Allemagne : succès électoral pour le parti d'extrême droite AfD
Robert Sesselmann, candidat de l'AfD, figurant dans le rapport 2022 de l'Office fédéral de protection de la Constitution en tant qu'"extrémiste suspect", s'est imposé au second tour de l'élection locale au poste de chef du Landkreis (arrondissement) de Sonneberg, en Thuringe. Premier candidat de l'AfD à obtenir un poste local de premier plan, il a remporté 52,8 pour cent des voix, contre 47,2 pour cent en faveur de Jürgen Köpper, candidat de la CDU soutenu par le SPD, la gauche, les Verts et le FDP. La presse européenne examine de près ce résultat.

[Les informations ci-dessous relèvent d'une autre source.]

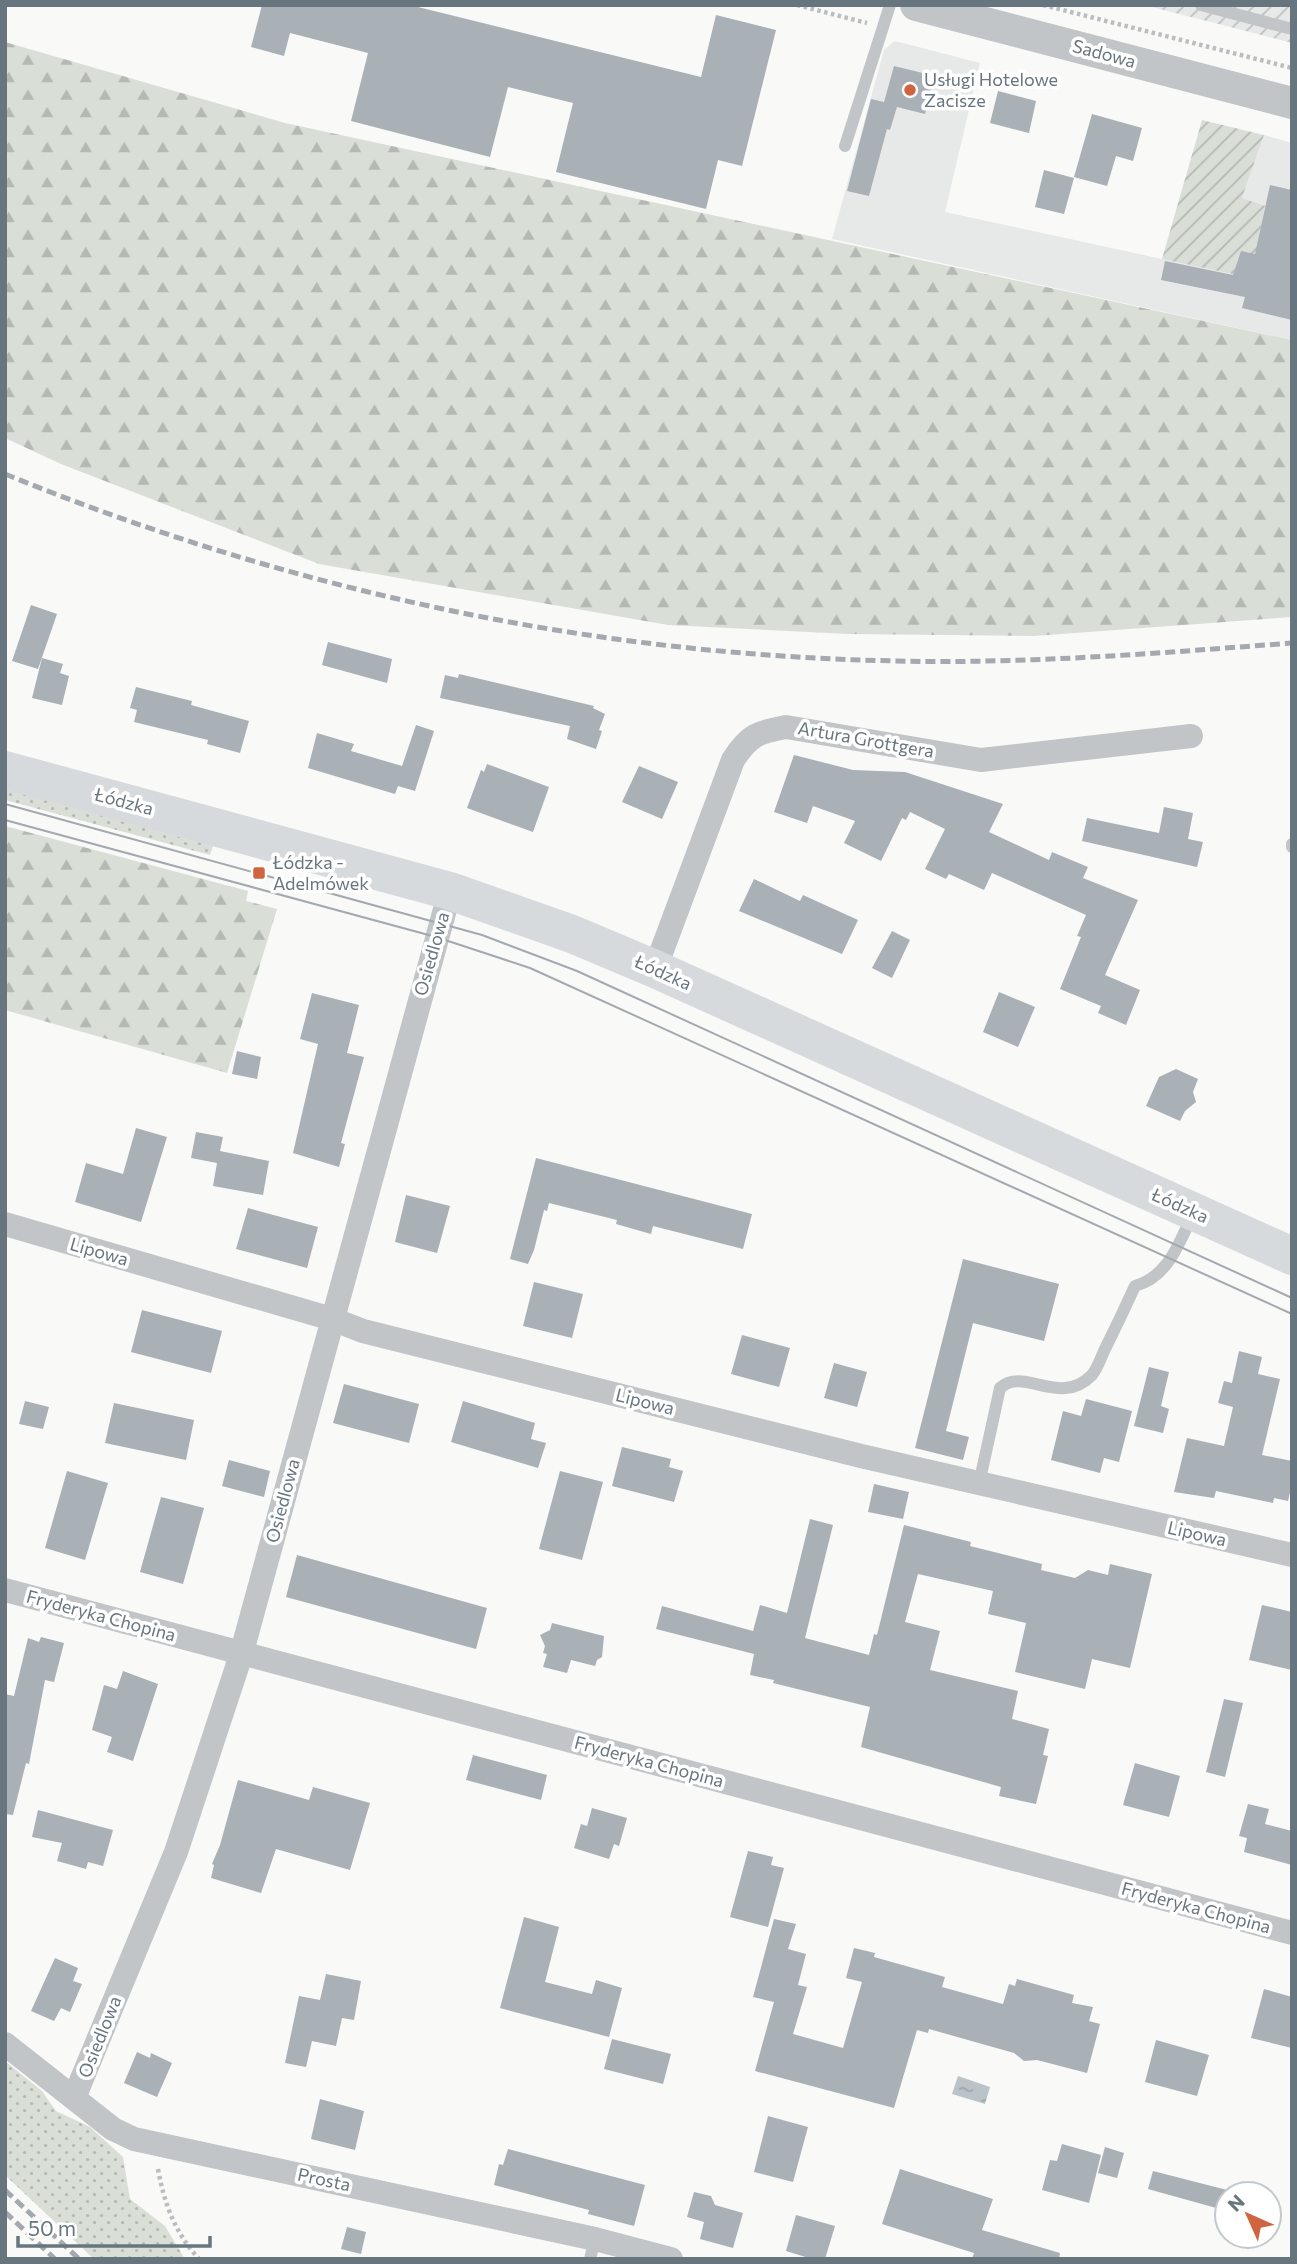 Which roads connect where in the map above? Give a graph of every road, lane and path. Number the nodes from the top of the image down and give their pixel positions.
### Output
1 (890, 5) edge
2 (916, 5) edge
3 (1043, 5) edge
4 (1201, 5) edge
5 (1292, 29) edge
6 (1292, 68) edge
7 (1292, 103) edge
8 (845, 146) dead end
9 (1191, 736) dead end
10 (5, 770) edge
11 (450, 891) junction
12 (655, 969) junction
13 (1193, 1212) junction
14 (5, 1224) edge
15 (1292, 1256) edge
16 (332, 1319) junction
17 (979, 1485) junction
18 (1292, 1555) edge
19 (5, 1590) edge
20 (242, 1654) junction
21 (1292, 1933) edge
22 (5, 2044) edge
23 (75, 2098) junction
24 (157, 2144) junction
25 (592, 2249) edge
26 (199, 2259) edge
27 (671, 2259) edge

1 - 8 lane
2 - 7 street, Sadowa
3 - 6 path
4 - 5 lane
9 - 12 street, Artura Grottgera
10 - 11 main road, Łódzka
11 - 12 main road, Łódzka
11 - 16 street, Osiedlowa
12 - 13 main road, Łódzka
13 - 15 main road, Łódzka
13 - 17 lane
14 - 16 street, Lipowa
16 - 17 street, Lipowa
16 - 20 street, Osiedlowa
17 - 18 street, Lipowa
19 - 20 street, Fryderyka Chopina
20 - 21 street, Fryderyka Chopina
20 - 23 street, Osiedlowa
22 - 23 street, Prosta
23 - 24 street, Prosta
24 - 25 street, Prosta
24 - 26 path
25 - 27 street, Prosta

Le barrage anti-AfD n'a pas eu l'effet escompté
La Repubblica s'étonne que le candidat de l'AfD ait encore progressé au second tour :
«Il y a quinze jours, Sesselmann avait déjà obtenu près de la moitié des voix au premier tour. Et toute l'opposition s'était mobilisée contre lui. De la CDU à la gauche, tous avaient appelé les électeurs à aller voter, notamment parce que le taux de participation était faible. Il s'avère que cette sollicitation a eu l'effet inverse. ... Le taux de participation, plus élevé au second tour, a surtout profité au candidat d'extrême droite. Sesselmann a fait campagne sur un 'non' à l'euro et au soutien à l'Ukraine. ... Ses propos haineux à l'encontre des Verts au gouvernement et de la récente loi qui obligera les Allemands à changer leur système de chauffage dans les années à venir ont eu beaucoup de succès.»

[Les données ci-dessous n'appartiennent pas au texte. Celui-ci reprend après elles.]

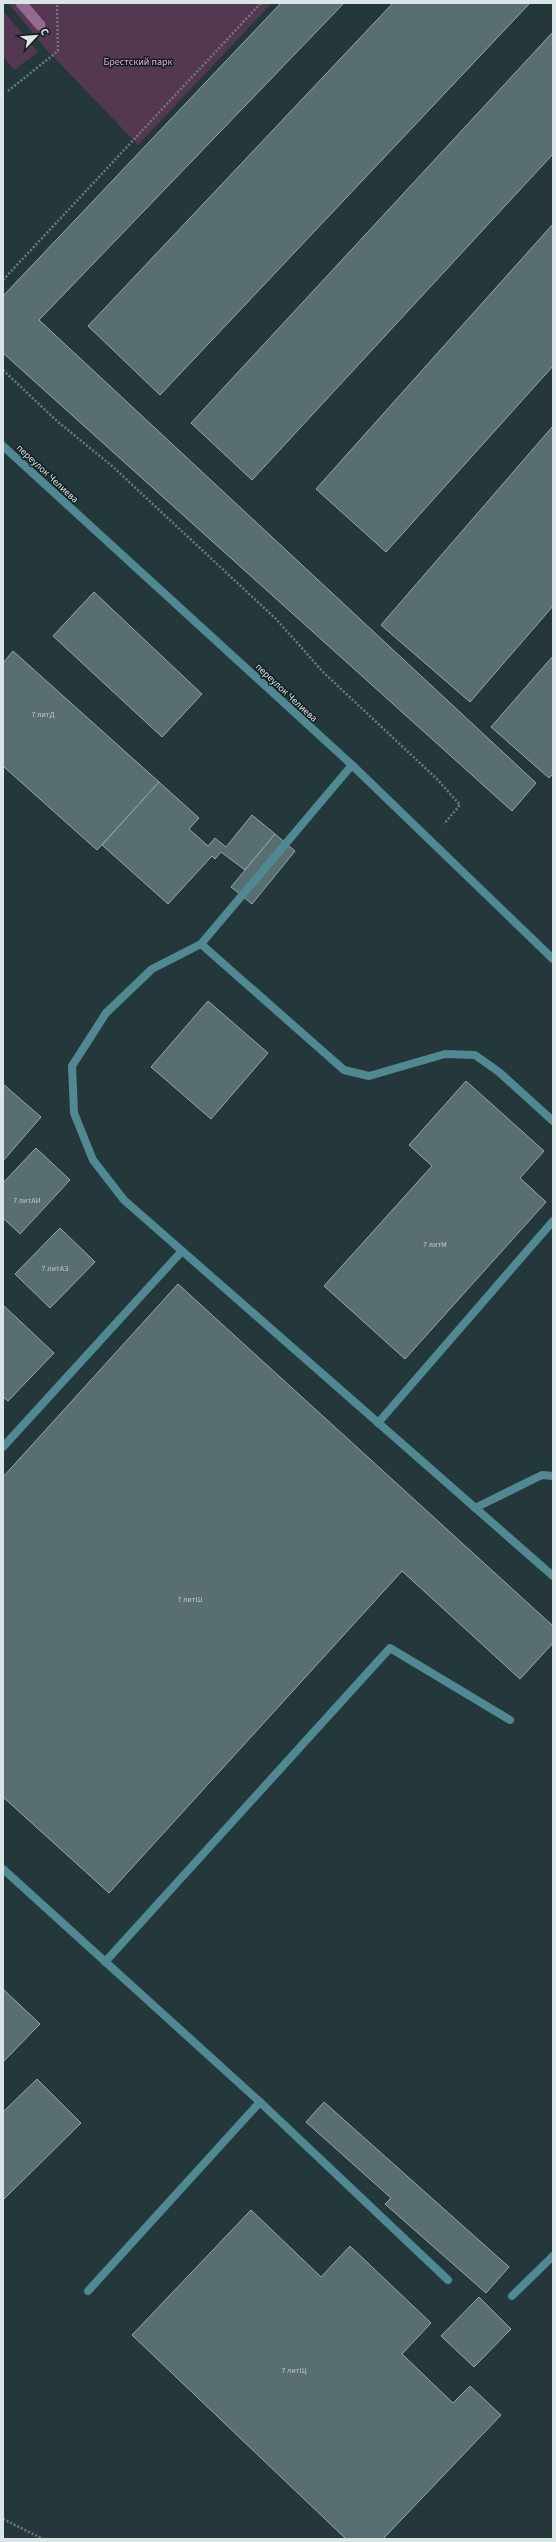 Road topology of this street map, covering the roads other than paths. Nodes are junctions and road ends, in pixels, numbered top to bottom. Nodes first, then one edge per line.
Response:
1 (3, 446) edge
2 (352, 765) junction
3 (201, 944) junction
4 (553, 959) edge
5 (553, 1121) edge
6 (553, 1220) edge
7 (182, 1251) junction
8 (378, 1423) junction
9 (3, 1447) edge
10 (553, 1476) edge
11 (475, 1508) junction
12 (553, 1576) edge
13 (510, 1720) dead end
14 (3, 1869) edge
15 (105, 1962) junction
16 (260, 2102) junction
17 (553, 2256) edge
18 (448, 2280) dead end
19 (88, 2291) dead end
20 (512, 2296) dead end

1 - 2 street, переулок Челиева
2 - 3 street
2 - 4 street, переулок Челиева
3 - 5 street
3 - 7 street
6 - 8 street
7 - 8 street
7 - 9 street
8 - 11 street
10 - 11 street
11 - 12 street
13 - 15 street
14 - 15 street
15 - 16 street
16 - 18 street
16 - 19 street
17 - 20 street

Le pragmatisme pourrait l'emporter
L'Allemagne est désormais confrontée à un dilemme, estime De Standaard :
«L'éventualité d'une collaboration avec l'extrême droite n'est plus uniquement hypothétique. Les autres politiques resteront-ils fidèles à leurs valeurs ou le pragmatisme finira-t-il par l'emporter ? En Allemagne, le débat est lancé. L'élection de Sesselmann est-elle l'issue d'un vote de protestation contre les mesures du gouvernement actuel ou ses électeurs approuvent-ils ses positions radicales par conviction ? La réponse est importante, car elle façonnera la stratégie déployée par les autres partis en réaction à l'extrême droite. Faut-il combattre les idées extrémistes uniquement sur le plan rhétorique ou faut-il changer de politique ?»

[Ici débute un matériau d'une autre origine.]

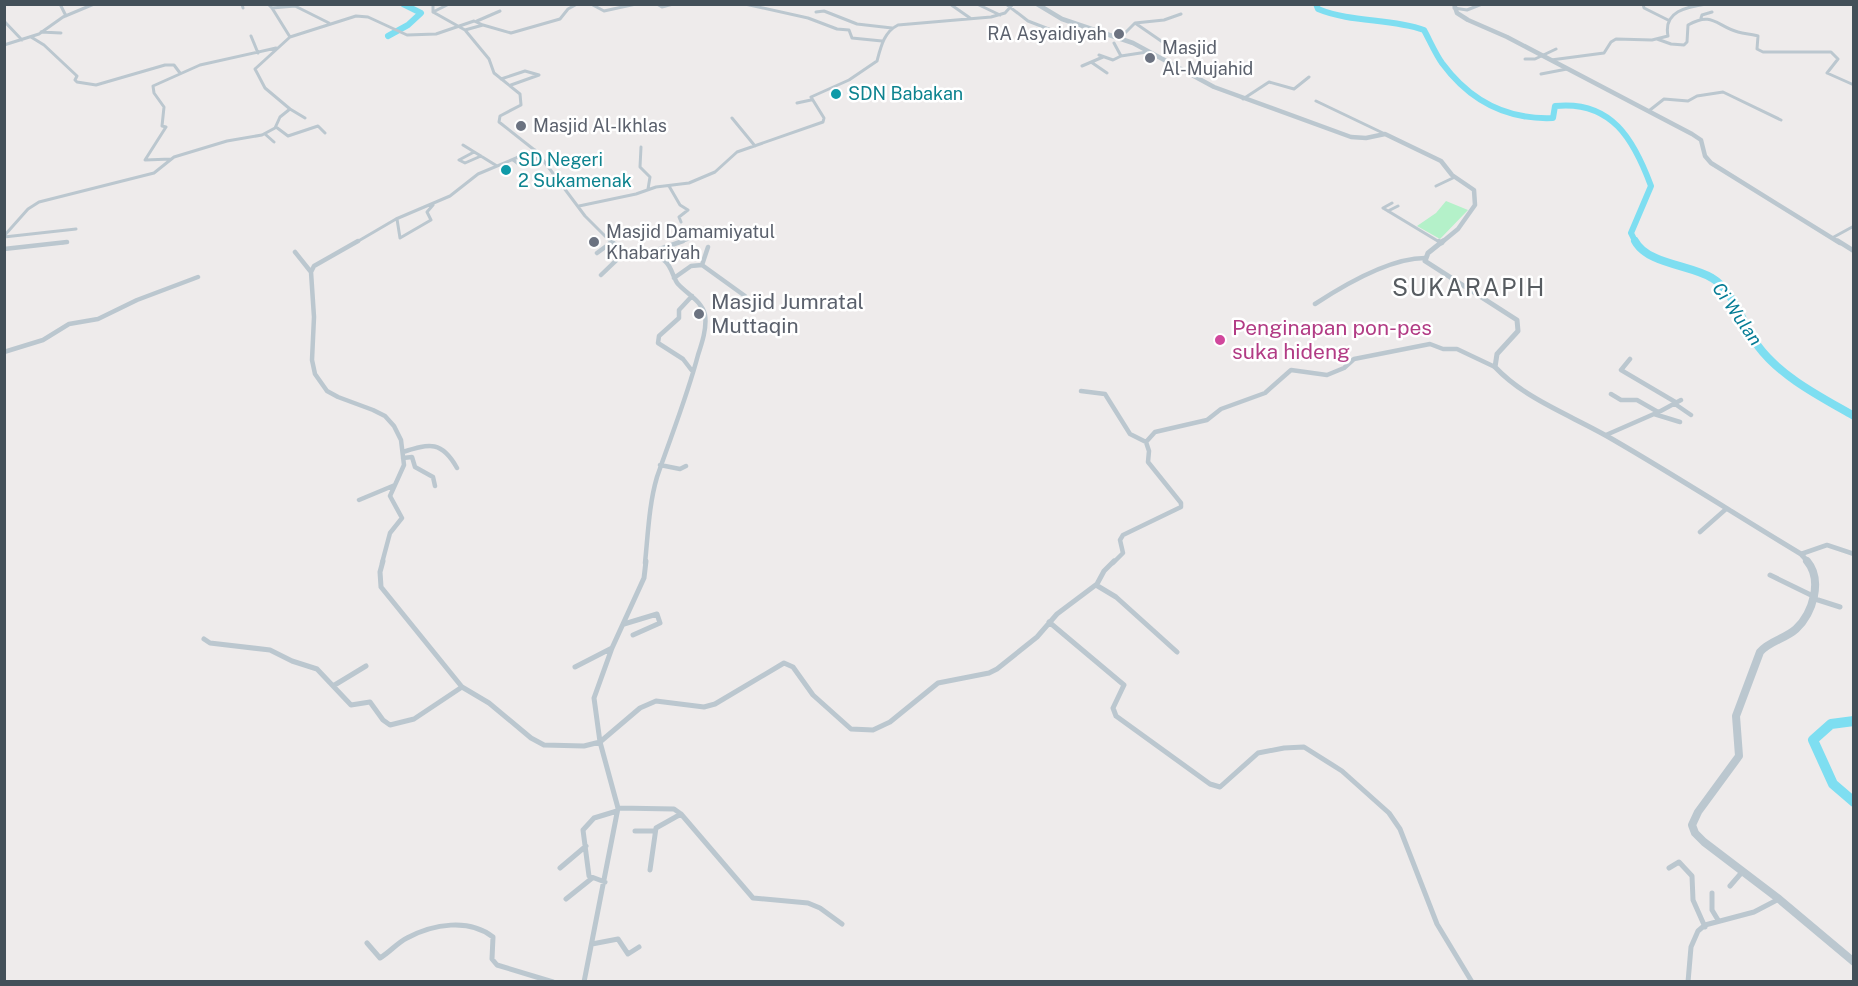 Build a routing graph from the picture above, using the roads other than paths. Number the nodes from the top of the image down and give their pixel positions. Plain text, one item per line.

Comprendre plutôt que de fustiger
Au lieu de diaboliser l'AfD, les autres partis feraient mieux de se poser les bonnes questions, fait valoir l'historienne Katja Hoyer dans The Spectator :
«L'AfD n'est pas la cause, mais l'expression d'un sentiment de crise largement répandu en Allemagne. Les débats visant à savoir comment stopper le parti, l'interdire ou l'exclure du gouvernement n'offrent pas de réponse aux préoccupations qui poussent une grande partie des électeurs vers l'AfD. S'intéresser à ces 20 pour cent de la population d'obédience AfD a beau être pénible pour les figures politiques des partis dominants, ils n'ont pas d'autre choix. Partir du principe que les électeurs sont dans l'erreur décrédibilise les principes sur lesquels les démocraties se sont construites.»
Ne faire aucune concession
Pour Zeit Online, ceux qui soutiennent les valeurs démocratiques ne devraient pas dévier de leur cours :
«On peut soit faire le jeu de l'AfD, en risquant de se retrouver un jour avec une démocratie de façade, soit contrer les populistes avec une ligne progressiste. Cela ne veut pas dire que l'action de la coalition gouvernementale est exemplaire, loin de là. Mais en trahissant ses convictions à cause d'une minorité radicalisée, elle renoncerait à assurer une gouvernance progressiste. ... Dans une démocratie, c'est la majorité qui décide, pas la population de base. Et même si l'AfD atteint 20 pour cent au niveau national, cela ne représente pas une majorité. En d'autres termes, parfois il vaut mieux rester fidèle à ses convictions que de se plier à des injonctions.»
Une hystérie injustifiée
Lidové noviny s'offusque davantage de la réaction de l'opinion publique allemande que du résultat en soi :
«L'establishment politique et médiatique allemand se laisse aller à des craintes qui confinent à l'hystérie. La question est toutefois de savoir si l'Allemagne est sous la menace de l'extrémisme. Que les choses soient claires, l'arrondissement de Sonneberg compte 57 000 habitants, soit 0,068 pour cent de la population allemande. ... Si l'AfD constitue vraiment une menace pour la démocratie et le constitutionnalisme, pourquoi ne pas lancer une procédure devant la Cour constitutionnelle ?»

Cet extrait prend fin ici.